» **Exercise brief**: A word-for-word repeat of the records below is what this calls for.

Saved data entries
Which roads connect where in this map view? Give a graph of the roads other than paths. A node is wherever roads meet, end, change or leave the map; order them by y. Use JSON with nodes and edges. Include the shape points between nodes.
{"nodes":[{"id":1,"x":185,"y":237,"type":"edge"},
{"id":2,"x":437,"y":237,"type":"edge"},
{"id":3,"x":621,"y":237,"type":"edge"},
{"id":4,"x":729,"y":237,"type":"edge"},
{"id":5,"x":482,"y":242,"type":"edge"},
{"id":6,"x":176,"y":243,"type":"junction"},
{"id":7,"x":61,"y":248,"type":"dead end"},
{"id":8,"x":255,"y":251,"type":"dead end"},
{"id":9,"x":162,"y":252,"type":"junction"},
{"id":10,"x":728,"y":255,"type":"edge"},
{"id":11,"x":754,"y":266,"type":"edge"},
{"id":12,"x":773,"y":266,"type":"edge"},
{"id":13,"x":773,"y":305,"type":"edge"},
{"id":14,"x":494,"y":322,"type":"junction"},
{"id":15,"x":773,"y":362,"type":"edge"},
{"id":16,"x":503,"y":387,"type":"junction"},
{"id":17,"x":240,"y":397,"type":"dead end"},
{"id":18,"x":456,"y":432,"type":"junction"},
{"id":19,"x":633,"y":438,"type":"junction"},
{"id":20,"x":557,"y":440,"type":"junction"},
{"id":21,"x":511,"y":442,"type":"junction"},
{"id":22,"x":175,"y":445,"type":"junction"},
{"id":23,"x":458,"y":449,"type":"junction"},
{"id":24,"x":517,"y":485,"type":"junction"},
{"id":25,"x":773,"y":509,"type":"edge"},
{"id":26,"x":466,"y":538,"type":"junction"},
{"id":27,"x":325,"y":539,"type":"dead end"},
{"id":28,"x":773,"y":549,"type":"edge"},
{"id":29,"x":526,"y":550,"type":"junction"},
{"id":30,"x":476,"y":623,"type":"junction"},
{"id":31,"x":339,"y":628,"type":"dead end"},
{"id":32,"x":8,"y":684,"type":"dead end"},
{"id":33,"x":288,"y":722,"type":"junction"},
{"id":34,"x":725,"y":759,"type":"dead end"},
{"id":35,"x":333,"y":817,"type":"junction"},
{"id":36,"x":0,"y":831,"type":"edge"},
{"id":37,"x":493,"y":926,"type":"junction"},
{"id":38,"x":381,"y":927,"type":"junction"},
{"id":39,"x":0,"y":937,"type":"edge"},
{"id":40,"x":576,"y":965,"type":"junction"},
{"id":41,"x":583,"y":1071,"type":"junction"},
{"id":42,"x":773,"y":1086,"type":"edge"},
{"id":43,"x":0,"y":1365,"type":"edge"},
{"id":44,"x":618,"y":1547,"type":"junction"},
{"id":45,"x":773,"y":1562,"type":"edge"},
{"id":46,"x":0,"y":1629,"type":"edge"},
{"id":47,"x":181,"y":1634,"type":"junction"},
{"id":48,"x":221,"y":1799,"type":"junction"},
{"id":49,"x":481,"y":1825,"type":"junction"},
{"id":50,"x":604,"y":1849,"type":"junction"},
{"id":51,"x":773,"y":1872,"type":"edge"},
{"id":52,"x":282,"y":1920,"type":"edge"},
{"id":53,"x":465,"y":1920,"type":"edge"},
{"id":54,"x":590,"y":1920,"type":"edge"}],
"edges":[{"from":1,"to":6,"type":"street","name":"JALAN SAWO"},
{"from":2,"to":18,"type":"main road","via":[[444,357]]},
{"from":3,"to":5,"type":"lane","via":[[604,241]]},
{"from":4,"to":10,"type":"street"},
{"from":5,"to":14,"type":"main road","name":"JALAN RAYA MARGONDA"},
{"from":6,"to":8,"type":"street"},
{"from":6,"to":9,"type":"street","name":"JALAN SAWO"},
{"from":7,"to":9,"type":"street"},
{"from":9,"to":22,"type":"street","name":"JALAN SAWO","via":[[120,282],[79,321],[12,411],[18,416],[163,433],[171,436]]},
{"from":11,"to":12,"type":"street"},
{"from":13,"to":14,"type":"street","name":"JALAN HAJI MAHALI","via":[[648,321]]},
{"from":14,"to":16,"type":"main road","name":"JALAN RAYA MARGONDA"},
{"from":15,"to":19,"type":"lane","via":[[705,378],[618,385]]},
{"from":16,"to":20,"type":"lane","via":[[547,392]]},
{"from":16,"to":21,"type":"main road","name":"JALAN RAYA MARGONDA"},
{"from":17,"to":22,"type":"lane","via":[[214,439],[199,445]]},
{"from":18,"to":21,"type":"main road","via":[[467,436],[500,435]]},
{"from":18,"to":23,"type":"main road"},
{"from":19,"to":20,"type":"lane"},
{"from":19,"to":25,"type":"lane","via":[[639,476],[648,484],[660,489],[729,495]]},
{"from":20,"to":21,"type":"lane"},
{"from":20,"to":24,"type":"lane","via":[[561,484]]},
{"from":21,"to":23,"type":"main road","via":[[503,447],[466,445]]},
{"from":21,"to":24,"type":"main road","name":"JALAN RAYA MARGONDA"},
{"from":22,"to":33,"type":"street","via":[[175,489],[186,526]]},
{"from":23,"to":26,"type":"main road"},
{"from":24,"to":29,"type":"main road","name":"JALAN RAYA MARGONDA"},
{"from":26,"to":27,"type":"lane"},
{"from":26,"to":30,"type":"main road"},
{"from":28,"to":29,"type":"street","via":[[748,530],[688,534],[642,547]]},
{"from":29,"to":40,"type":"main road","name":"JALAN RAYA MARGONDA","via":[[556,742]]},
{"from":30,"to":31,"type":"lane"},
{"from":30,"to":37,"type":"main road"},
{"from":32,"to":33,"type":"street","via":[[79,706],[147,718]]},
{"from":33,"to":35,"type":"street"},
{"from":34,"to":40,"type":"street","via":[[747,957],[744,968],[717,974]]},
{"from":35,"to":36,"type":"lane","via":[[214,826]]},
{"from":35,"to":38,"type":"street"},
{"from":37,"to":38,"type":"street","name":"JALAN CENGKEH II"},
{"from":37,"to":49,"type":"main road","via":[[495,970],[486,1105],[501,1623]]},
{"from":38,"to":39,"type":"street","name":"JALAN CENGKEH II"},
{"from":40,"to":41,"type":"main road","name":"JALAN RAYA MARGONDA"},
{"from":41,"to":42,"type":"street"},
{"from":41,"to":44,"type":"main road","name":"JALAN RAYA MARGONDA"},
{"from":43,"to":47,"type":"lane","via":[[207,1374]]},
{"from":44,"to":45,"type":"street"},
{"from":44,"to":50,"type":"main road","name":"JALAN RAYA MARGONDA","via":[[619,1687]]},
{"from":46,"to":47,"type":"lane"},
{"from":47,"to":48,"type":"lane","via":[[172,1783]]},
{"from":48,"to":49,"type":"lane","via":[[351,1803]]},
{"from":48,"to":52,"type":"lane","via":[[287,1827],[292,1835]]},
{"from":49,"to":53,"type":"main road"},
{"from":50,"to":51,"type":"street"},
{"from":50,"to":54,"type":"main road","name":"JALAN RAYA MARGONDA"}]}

» **Answer space**:
Which roads connect where in this map view? Give a graph of the roads other than paths. A node is wherever roads meet, end, change or leave the map; order them by y. Use JSON with nodes and edges. Include the shape points between nodes.
{"nodes":[{"id":1,"x":185,"y":237,"type":"edge"},
{"id":2,"x":437,"y":237,"type":"edge"},
{"id":3,"x":621,"y":237,"type":"edge"},
{"id":4,"x":729,"y":237,"type":"edge"},
{"id":5,"x":482,"y":242,"type":"edge"},
{"id":6,"x":176,"y":243,"type":"junction"},
{"id":7,"x":61,"y":248,"type":"dead end"},
{"id":8,"x":255,"y":251,"type":"dead end"},
{"id":9,"x":162,"y":252,"type":"junction"},
{"id":10,"x":728,"y":255,"type":"edge"},
{"id":11,"x":754,"y":266,"type":"edge"},
{"id":12,"x":773,"y":266,"type":"edge"},
{"id":13,"x":773,"y":305,"type":"edge"},
{"id":14,"x":494,"y":322,"type":"junction"},
{"id":15,"x":773,"y":362,"type":"edge"},
{"id":16,"x":503,"y":387,"type":"junction"},
{"id":17,"x":240,"y":397,"type":"dead end"},
{"id":18,"x":456,"y":432,"type":"junction"},
{"id":19,"x":633,"y":438,"type":"junction"},
{"id":20,"x":557,"y":440,"type":"junction"},
{"id":21,"x":511,"y":442,"type":"junction"},
{"id":22,"x":175,"y":445,"type":"junction"},
{"id":23,"x":458,"y":449,"type":"junction"},
{"id":24,"x":517,"y":485,"type":"junction"},
{"id":25,"x":773,"y":509,"type":"edge"},
{"id":26,"x":466,"y":538,"type":"junction"},
{"id":27,"x":325,"y":539,"type":"dead end"},
{"id":28,"x":773,"y":549,"type":"edge"},
{"id":29,"x":526,"y":550,"type":"junction"},
{"id":30,"x":476,"y":623,"type":"junction"},
{"id":31,"x":339,"y":628,"type":"dead end"},
{"id":32,"x":8,"y":684,"type":"dead end"},
{"id":33,"x":288,"y":722,"type":"junction"},
{"id":34,"x":725,"y":759,"type":"dead end"},
{"id":35,"x":333,"y":817,"type":"junction"},
{"id":36,"x":0,"y":831,"type":"edge"},
{"id":37,"x":493,"y":926,"type":"junction"},
{"id":38,"x":381,"y":927,"type":"junction"},
{"id":39,"x":0,"y":937,"type":"edge"},
{"id":40,"x":576,"y":965,"type":"junction"},
{"id":41,"x":583,"y":1071,"type":"junction"},
{"id":42,"x":773,"y":1086,"type":"edge"},
{"id":43,"x":0,"y":1365,"type":"edge"},
{"id":44,"x":618,"y":1547,"type":"junction"},
{"id":45,"x":773,"y":1562,"type":"edge"},
{"id":46,"x":0,"y":1629,"type":"edge"},
{"id":47,"x":181,"y":1634,"type":"junction"},
{"id":48,"x":221,"y":1799,"type":"junction"},
{"id":49,"x":481,"y":1825,"type":"junction"},
{"id":50,"x":604,"y":1849,"type":"junction"},
{"id":51,"x":773,"y":1872,"type":"edge"},
{"id":52,"x":282,"y":1920,"type":"edge"},
{"id":53,"x":465,"y":1920,"type":"edge"},
{"id":54,"x":590,"y":1920,"type":"edge"}],
"edges":[{"from":1,"to":6,"type":"street","name":"JALAN SAWO"},
{"from":2,"to":18,"type":"main road","via":[[444,357]]},
{"from":3,"to":5,"type":"lane","via":[[604,241]]},
{"from":4,"to":10,"type":"street"},
{"from":5,"to":14,"type":"main road","name":"JALAN RAYA MARGONDA"},
{"from":6,"to":8,"type":"street"},
{"from":6,"to":9,"type":"street","name":"JALAN SAWO"},
{"from":7,"to":9,"type":"street"},
{"from":9,"to":22,"type":"street","name":"JALAN SAWO","via":[[120,282],[79,321],[12,411],[18,416],[163,433],[171,436]]},
{"from":11,"to":12,"type":"street"},
{"from":13,"to":14,"type":"street","name":"JALAN HAJI MAHALI","via":[[648,321]]},
{"from":14,"to":16,"type":"main road","name":"JALAN RAYA MARGONDA"},
{"from":15,"to":19,"type":"lane","via":[[705,378],[618,385]]},
{"from":16,"to":20,"type":"lane","via":[[547,392]]},
{"from":16,"to":21,"type":"main road","name":"JALAN RAYA MARGONDA"},
{"from":17,"to":22,"type":"lane","via":[[214,439],[199,445]]},
{"from":18,"to":21,"type":"main road","via":[[467,436],[500,435]]},
{"from":18,"to":23,"type":"main road"},
{"from":19,"to":20,"type":"lane"},
{"from":19,"to":25,"type":"lane","via":[[639,476],[648,484],[660,489],[729,495]]},
{"from":20,"to":21,"type":"lane"},
{"from":20,"to":24,"type":"lane","via":[[561,484]]},
{"from":21,"to":23,"type":"main road","via":[[503,447],[466,445]]},
{"from":21,"to":24,"type":"main road","name":"JALAN RAYA MARGONDA"},
{"from":22,"to":33,"type":"street","via":[[175,489],[186,526]]},
{"from":23,"to":26,"type":"main road"},
{"from":24,"to":29,"type":"main road","name":"JALAN RAYA MARGONDA"},
{"from":26,"to":27,"type":"lane"},
{"from":26,"to":30,"type":"main road"},
{"from":28,"to":29,"type":"street","via":[[748,530],[688,534],[642,547]]},
{"from":29,"to":40,"type":"main road","name":"JALAN RAYA MARGONDA","via":[[556,742]]},
{"from":30,"to":31,"type":"lane"},
{"from":30,"to":37,"type":"main road"},
{"from":32,"to":33,"type":"street","via":[[79,706],[147,718]]},
{"from":33,"to":35,"type":"street"},
{"from":34,"to":40,"type":"street","via":[[747,957],[744,968],[717,974]]},
{"from":35,"to":36,"type":"lane","via":[[214,826]]},
{"from":35,"to":38,"type":"street"},
{"from":37,"to":38,"type":"street","name":"JALAN CENGKEH II"},
{"from":37,"to":49,"type":"main road","via":[[495,970],[486,1105],[501,1623]]},
{"from":38,"to":39,"type":"street","name":"JALAN CENGKEH II"},
{"from":40,"to":41,"type":"main road","name":"JALAN RAYA MARGONDA"},
{"from":41,"to":42,"type":"street"},
{"from":41,"to":44,"type":"main road","name":"JALAN RAYA MARGONDA"},
{"from":43,"to":47,"type":"lane","via":[[207,1374]]},
{"from":44,"to":45,"type":"street"},
{"from":44,"to":50,"type":"main road","name":"JALAN RAYA MARGONDA","via":[[619,1687]]},
{"from":46,"to":47,"type":"lane"},
{"from":47,"to":48,"type":"lane","via":[[172,1783]]},
{"from":48,"to":49,"type":"lane","via":[[351,1803]]},
{"from":48,"to":52,"type":"lane","via":[[287,1827],[292,1835]]},
{"from":49,"to":53,"type":"main road"},
{"from":50,"to":51,"type":"street"},
{"from":50,"to":54,"type":"main road","name":"JALAN RAYA MARGONDA"}]}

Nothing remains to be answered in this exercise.